Sobald wir zu Hause waren, fielen Ally und Elch ins Bett, und ich räumte das Haus auf – ich neige dazu, die Dinge etwas schleifen zu lassen, wenn Evan nicht da ist. Nachdem alles erledigt war, war ich nicht in der Stimmung, in die Werkstatt zu gehen, so wie ich es normalerweise tue, wenn ich von Kaffee und Schokolade aufgekratzt bin, also schaltete ich den Computer ein. Ich hatte vor, nur mal kurz nach den E-Mails zu sehen, aber dann fielen mir Julias Worte ein.

Meine Eltern sind bei einem Unfall ums Leben gekommen.

Hatte Julia überhaupt in irgendeinem Punkt die Wahrheit gesagt? Vielleicht konnte ich zumindest die Namen ihrer Eltern im Internet finden. Zuerst googelte ich Autounfälle, Williams Lake, BC. Das ergab ein paar Treffer, aber nur einen tödlichen Unfall mit einem Ehepaar, und die waren erst vor kurzem gestorben. Außerdem war es der falsche Name. Ich weitete meine Suche auf ganz Kanada aus, stieß aber trotzdem auf keinen Unfall, bei dem eines der Opfer den Nachnamen meiner Mutter trug.
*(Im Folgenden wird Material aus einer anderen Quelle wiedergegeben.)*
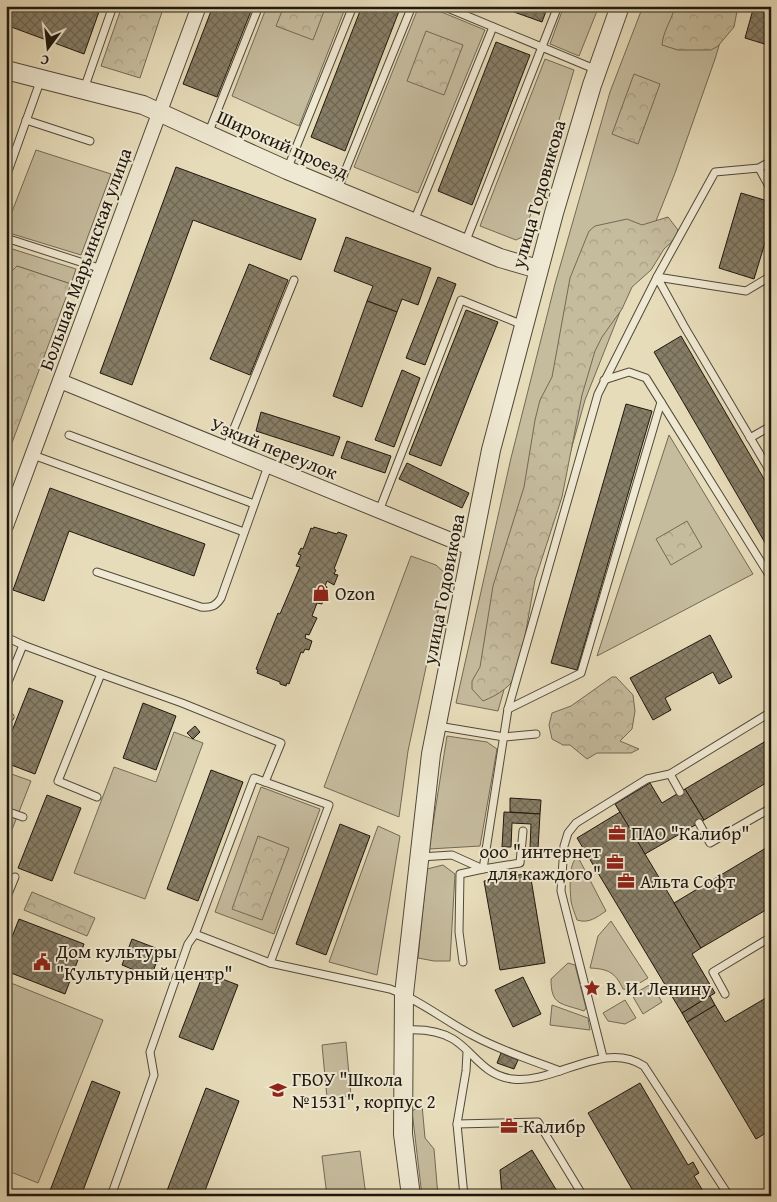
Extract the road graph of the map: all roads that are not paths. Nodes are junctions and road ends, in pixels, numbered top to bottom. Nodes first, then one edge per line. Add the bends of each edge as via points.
1 (113, 6) edge
2 (200, 6) edge
3 (259, 6) edge
4 (353, 6) edge
5 (412, 6) edge
6 (443, 6) edge
7 (558, 6) edge
8 (620, 6) edge
9 (493, 27) junction
10 (542, 48) junction
11 (6, 70) edge
12 (597, 70) junction
13 (41, 79) junction
14 (84, 89) junction
15 (160, 112) junction
16 (26, 120) junction
17 (208, 134) junction
18 (90, 141) dead end
19 (771, 161) edge
20 (758, 168) junction
21 (287, 170) junction
22 (6, 177) edge
23 (771, 190) edge
24 (337, 191) junction
25 (413, 222) junction
26 (6, 238) edge
27 (465, 244) junction
28 (102, 268) junction
29 (538, 269) junction
30 (771, 276) edge
31 (657, 277) junction
32 (294, 280) dead end
33 (524, 325) junction
34 (604, 380) junction
35 (60, 381) junction
36 (661, 402) junction
37 (771, 426) edge
38 (69, 435) dead end
39 (750, 438) junction
40 (226, 448) junction
41 (33, 454) junction
42 (268, 466) junction
43 (771, 473) edge
44 (254, 504) junction
45 (379, 511) junction
46 (6, 524) edge
47 (244, 532) junction
48 (473, 549) junction
49 (97, 572) dead end
50 (771, 578) edge
51 (6, 637) edge
52 (23, 645) junction
53 (101, 674) junction
54 (6, 687) edge
55 (508, 709) junction
56 (771, 712) edge
57 (437, 726) junction
58 (536, 734) dead end
59 (504, 737) junction
60 (670, 774) junction
61 (265, 782) junction
62 (680, 792) dead end
63 (97, 796) dead end
64 (771, 808) edge
65 (6, 811) edge
66 (23, 817) dead end
67 (698, 823) dead end
68 (523, 831) dead end
69 (420, 857) junction
70 (483, 869) junction
71 (15, 877) dead end
72 (6, 900) edge
73 (196, 934) junction
74 (771, 937) edge
75 (463, 962) dead end
76 (270, 963) junction
77 (404, 994) junction
78 (726, 994) dead end
79 (404, 1030) junction
80 (467, 1052) junction
81 (603, 1057) junction
82 (560, 1071) junction
83 (457, 1124) junction
84 (111, 1196) edge
85 (411, 1196) edge
86 (464, 1196) edge
87 (583, 1196) edge
88 (729, 1196) edge

1 - 14 lane
2 - 15 street, Большая Марьинская улица
3 - 17 lane
4 - 21 lane
5 - 24 lane
6 - 9 lane
7 - 10 lane
8 - 12 street, улица Годовикова
9 - 10 lane
9 - 25 lane
10 - 12 lane
10 - 27 lane
11 - 13 street, Широкий проезд
12 - 29 street, улица Годовикова
13 - 14 street, Широкий проезд
13 - 16 lane
14 - 15 street, Широкий проезд
15 - 17 street, Широкий проезд
15 - 28 street, Большая Марьинская улица
16 - 18 lane
16 - 22 lane
17 - 21 street, Широкий проезд
19 - 20 lane
20 - 23 lane
20 - 31 lane via 715,172
21 - 24 street, Широкий проезд
24 - 25 street, Широкий проезд
25 - 27 street, Широкий проезд
26 - 28 lane
27 - 29 street, Широкий проезд
28 - 35 street, Большая Марьинская улица
29 - 33 street, улица Годовикова
30 - 31 lane via 746,291
31 - 34 lane
31 - 39 lane
32 - 40 lane
33 - 45 lane via 461,300
33 - 48 street, улица Годовикова via 492,450
34 - 36 lane via 629,372 646,378
34 - 55 lane
35 - 40 street, Узкий переулок
35 - 41 street, Большая Марьинская улица
36 - 50 lane
36 - 55 lane via 581,673
37 - 39 lane
38 - 44 lane
39 - 43 lane
40 - 42 street, Узкий переулок
41 - 46 street, Большая Марьинская улица
41 - 47 lane
42 - 44 lane
42 - 45 street, Узкий переулок
44 - 47 lane
45 - 48 street, Узкий переулок
47 - 49 lane via 221,598 208,608
48 - 57 street, улица Годовикова
51 - 52 lane
52 - 53 lane
52 - 54 lane
53 - 61 lane via 281,742
53 - 63 lane via 58,781
55 - 59 lane
56 - 60 lane
57 - 59 lane
57 - 69 street, улица Годовикова
58 - 59 lane
59 - 70 lane
60 - 62 lane
60 - 81 lane via 647,779 576,823 564,846 561,891
61 - 73 lane via 254,778
61 - 76 lane via 328,805
64 - 67 lane via 710,843
65 - 66 lane
68 - 70 lane via 520,863
69 - 70 lane via 452,855
69 - 77 street, улица Годовикова
70 - 75 lane via 460,874 459,932
71 - 72 lane
73 - 76 lane
73 - 84 lane via 188,944 150,1052 154,1075
74 - 78 lane via 713,972
76 - 77 lane
77 - 79 street, улица Годовикова
77 - 82 lane via 473,1036
79 - 80 lane via 438,1032
79 - 85 street, улица Годовикова via 403,1134
80 - 82 lane via 489,1072 512,1079 536,1079
80 - 83 lane
81 - 82 lane
81 - 88 lane via 630,1060 644,1066
83 - 86 lane
83 - 87 lane via 538,1122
Wenn sie schon vor Jahren gestorben waren, war der Artikel vermutlich ohnehin nicht im Internet zu finden. Noch nicht bereit aufzugeben, googelte ich Laroche. Merkwürdige Treffer, beiläufige Erwähnungen hier und da, aber außer der Seite der Universität, die ich schon kannte, fand ich nichts, das irgendwie in Verbindung mit Julia stand.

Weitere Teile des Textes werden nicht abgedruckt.